WORK REQUEST ▸ Please count the lines in the data below that hold "NORTH" and answer with the number by itself.

DATA FOR THIS EXERCISE ▸
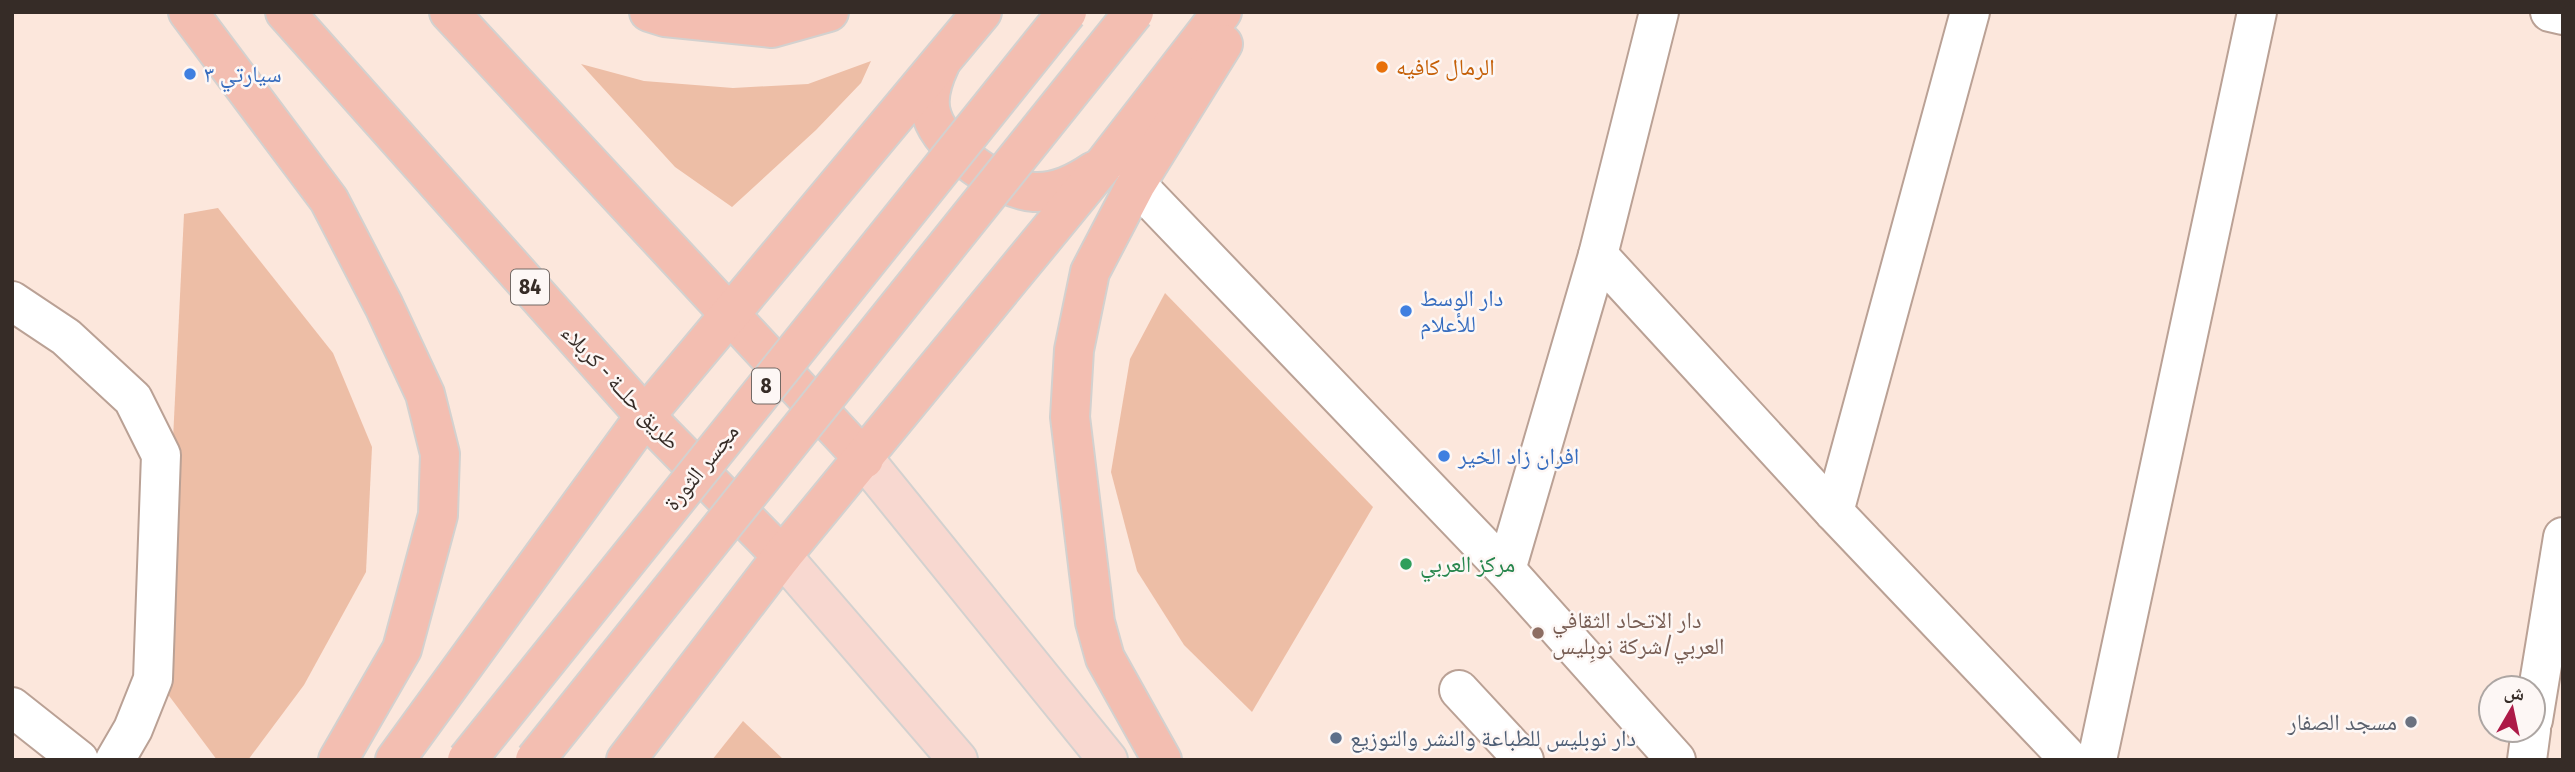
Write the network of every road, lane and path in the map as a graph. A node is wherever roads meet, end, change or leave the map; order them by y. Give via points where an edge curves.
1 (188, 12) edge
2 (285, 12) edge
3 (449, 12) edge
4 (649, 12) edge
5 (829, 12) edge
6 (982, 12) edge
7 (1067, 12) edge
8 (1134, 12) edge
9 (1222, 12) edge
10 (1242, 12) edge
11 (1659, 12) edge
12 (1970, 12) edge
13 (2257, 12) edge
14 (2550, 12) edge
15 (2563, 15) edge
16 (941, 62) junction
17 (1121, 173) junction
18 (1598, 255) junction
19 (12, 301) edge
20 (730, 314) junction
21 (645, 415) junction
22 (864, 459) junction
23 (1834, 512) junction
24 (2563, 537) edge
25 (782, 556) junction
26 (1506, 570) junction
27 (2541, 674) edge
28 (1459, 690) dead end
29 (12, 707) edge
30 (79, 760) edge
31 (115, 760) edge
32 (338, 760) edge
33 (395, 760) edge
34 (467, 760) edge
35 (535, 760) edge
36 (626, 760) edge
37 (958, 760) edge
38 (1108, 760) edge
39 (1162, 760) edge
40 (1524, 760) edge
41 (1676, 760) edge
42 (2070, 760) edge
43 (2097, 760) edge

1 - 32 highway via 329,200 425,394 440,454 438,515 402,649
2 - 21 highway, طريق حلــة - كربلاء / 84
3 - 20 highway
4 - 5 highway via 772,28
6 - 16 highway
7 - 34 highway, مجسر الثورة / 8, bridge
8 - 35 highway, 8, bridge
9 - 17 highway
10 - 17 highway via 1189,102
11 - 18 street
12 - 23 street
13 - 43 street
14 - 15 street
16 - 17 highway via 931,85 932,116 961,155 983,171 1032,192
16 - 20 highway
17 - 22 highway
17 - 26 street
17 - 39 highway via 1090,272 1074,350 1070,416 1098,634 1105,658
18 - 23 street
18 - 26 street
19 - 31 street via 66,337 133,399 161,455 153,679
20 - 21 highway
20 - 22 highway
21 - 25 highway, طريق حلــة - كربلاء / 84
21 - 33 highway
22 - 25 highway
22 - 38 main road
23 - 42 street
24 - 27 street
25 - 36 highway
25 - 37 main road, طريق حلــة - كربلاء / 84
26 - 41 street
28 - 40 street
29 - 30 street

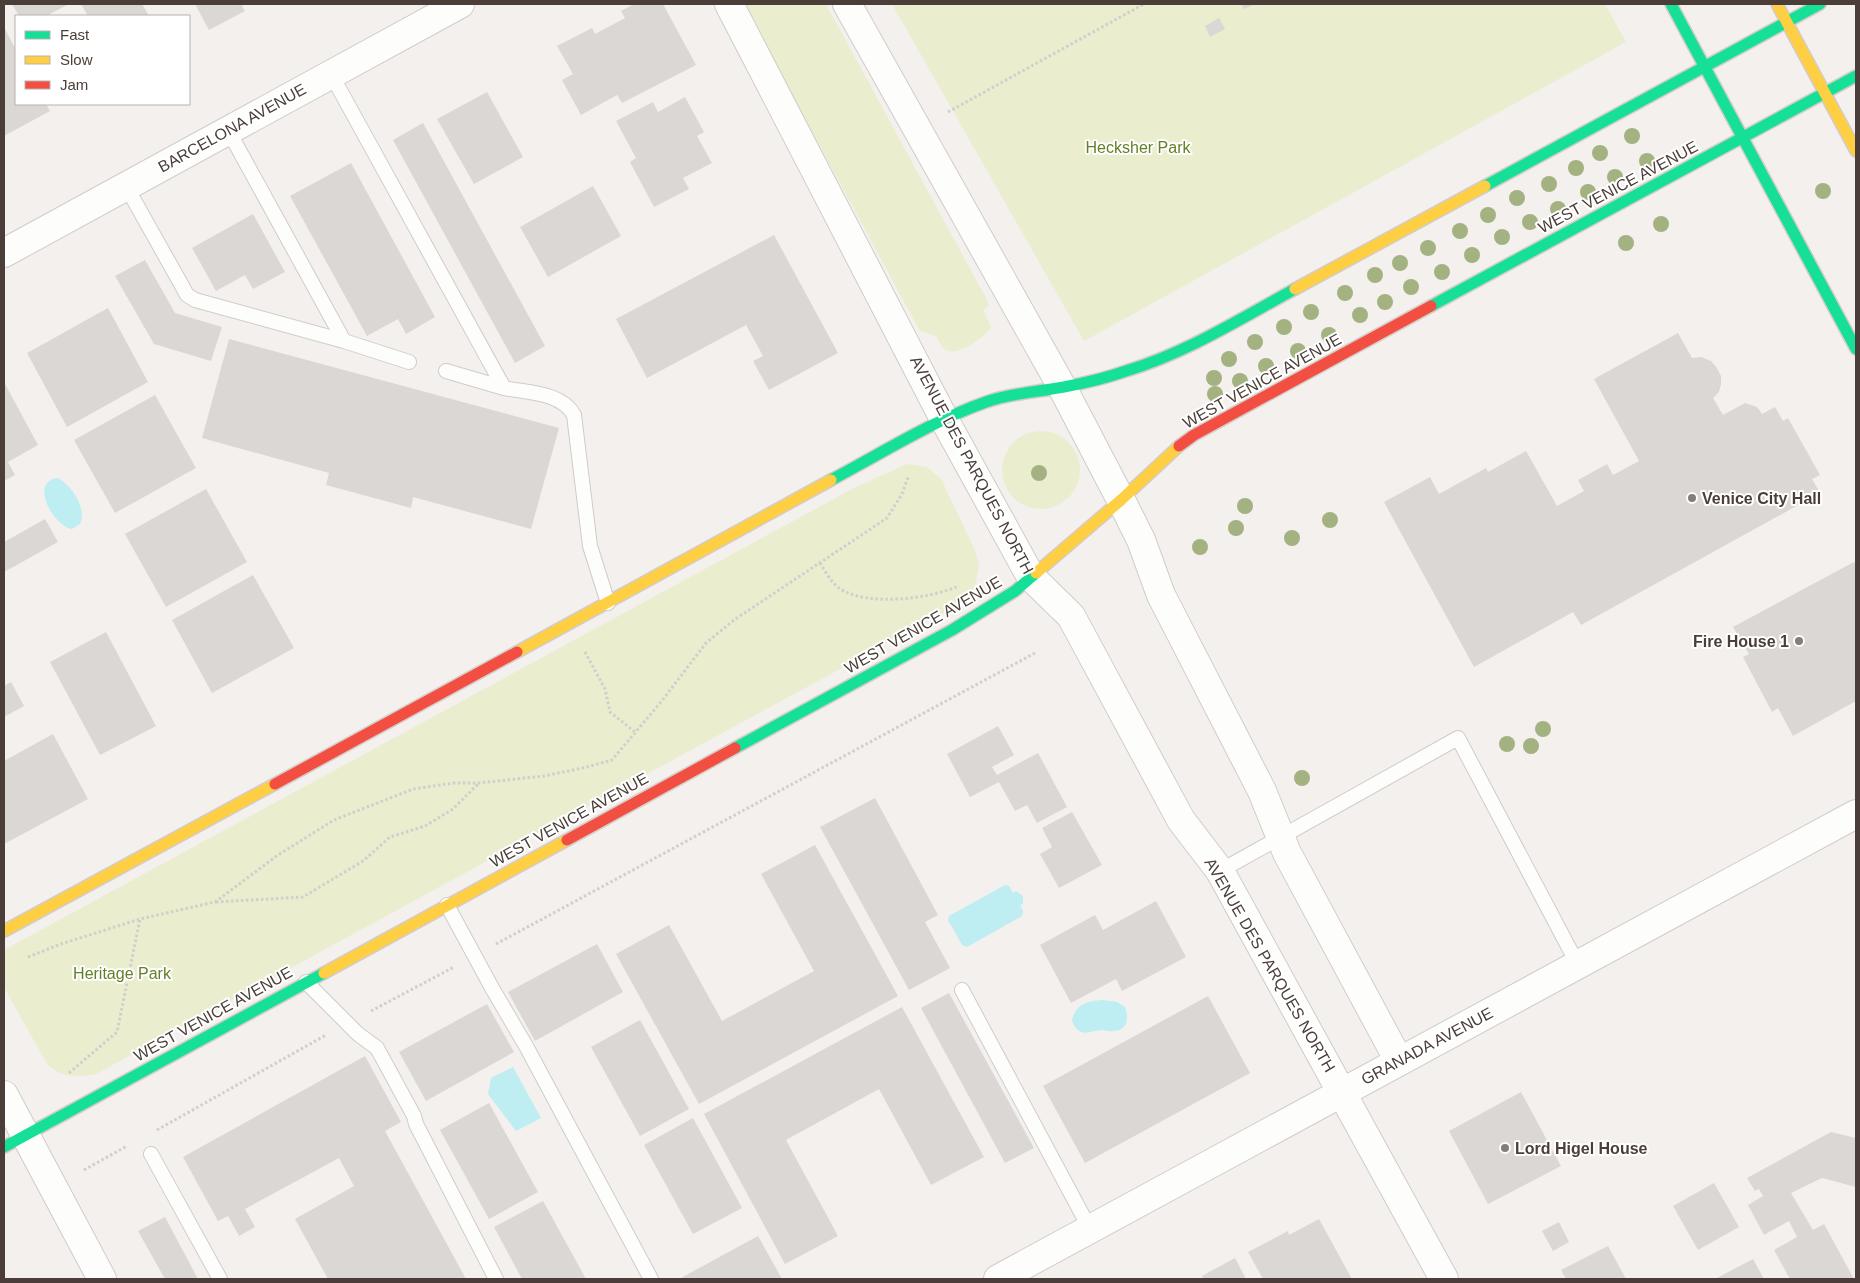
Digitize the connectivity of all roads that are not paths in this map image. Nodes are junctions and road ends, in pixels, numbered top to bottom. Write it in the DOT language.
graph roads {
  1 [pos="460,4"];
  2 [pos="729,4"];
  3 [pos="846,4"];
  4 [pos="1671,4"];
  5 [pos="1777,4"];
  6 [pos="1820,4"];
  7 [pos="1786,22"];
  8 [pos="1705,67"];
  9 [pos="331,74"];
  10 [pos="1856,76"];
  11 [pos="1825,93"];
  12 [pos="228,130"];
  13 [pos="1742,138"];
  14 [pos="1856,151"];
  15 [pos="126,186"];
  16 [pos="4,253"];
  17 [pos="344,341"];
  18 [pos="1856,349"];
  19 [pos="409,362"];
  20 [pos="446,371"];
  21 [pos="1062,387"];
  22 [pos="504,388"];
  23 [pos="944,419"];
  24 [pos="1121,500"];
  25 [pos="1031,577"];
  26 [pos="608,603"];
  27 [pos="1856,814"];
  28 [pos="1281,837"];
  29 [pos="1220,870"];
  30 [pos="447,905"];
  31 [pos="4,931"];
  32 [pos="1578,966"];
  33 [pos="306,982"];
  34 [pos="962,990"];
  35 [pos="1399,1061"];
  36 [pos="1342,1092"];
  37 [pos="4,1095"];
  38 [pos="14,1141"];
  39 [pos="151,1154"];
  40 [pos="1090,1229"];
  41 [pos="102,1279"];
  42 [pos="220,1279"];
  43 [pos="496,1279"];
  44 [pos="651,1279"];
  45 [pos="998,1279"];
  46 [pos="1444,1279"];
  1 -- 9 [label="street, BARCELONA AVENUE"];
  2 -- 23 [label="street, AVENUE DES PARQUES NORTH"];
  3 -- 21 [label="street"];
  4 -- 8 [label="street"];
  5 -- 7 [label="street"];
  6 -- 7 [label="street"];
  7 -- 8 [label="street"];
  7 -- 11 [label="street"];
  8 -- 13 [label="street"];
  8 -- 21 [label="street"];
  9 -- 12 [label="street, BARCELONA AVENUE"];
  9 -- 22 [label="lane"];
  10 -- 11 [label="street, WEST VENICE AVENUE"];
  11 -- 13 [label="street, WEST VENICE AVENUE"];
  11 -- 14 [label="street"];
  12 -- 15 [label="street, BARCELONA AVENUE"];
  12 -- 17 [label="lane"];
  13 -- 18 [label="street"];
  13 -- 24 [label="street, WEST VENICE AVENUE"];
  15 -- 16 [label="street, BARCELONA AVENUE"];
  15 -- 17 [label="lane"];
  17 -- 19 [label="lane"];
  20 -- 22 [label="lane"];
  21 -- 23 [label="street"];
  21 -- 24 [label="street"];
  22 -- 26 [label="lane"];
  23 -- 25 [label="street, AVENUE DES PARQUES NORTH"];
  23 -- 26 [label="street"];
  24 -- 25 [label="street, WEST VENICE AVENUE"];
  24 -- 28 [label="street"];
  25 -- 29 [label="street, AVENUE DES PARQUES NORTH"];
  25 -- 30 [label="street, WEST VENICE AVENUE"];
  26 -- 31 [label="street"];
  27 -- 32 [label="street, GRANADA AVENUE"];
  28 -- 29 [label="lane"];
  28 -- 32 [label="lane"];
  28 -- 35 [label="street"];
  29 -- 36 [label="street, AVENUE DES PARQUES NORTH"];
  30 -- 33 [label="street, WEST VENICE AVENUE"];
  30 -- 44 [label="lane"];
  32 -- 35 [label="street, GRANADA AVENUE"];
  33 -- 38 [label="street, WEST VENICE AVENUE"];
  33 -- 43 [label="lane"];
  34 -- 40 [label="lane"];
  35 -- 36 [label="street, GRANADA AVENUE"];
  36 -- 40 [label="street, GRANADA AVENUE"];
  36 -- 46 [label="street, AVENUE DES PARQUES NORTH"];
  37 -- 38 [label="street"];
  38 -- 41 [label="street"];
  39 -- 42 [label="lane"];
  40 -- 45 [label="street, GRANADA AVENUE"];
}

OUTPUT ▸ 5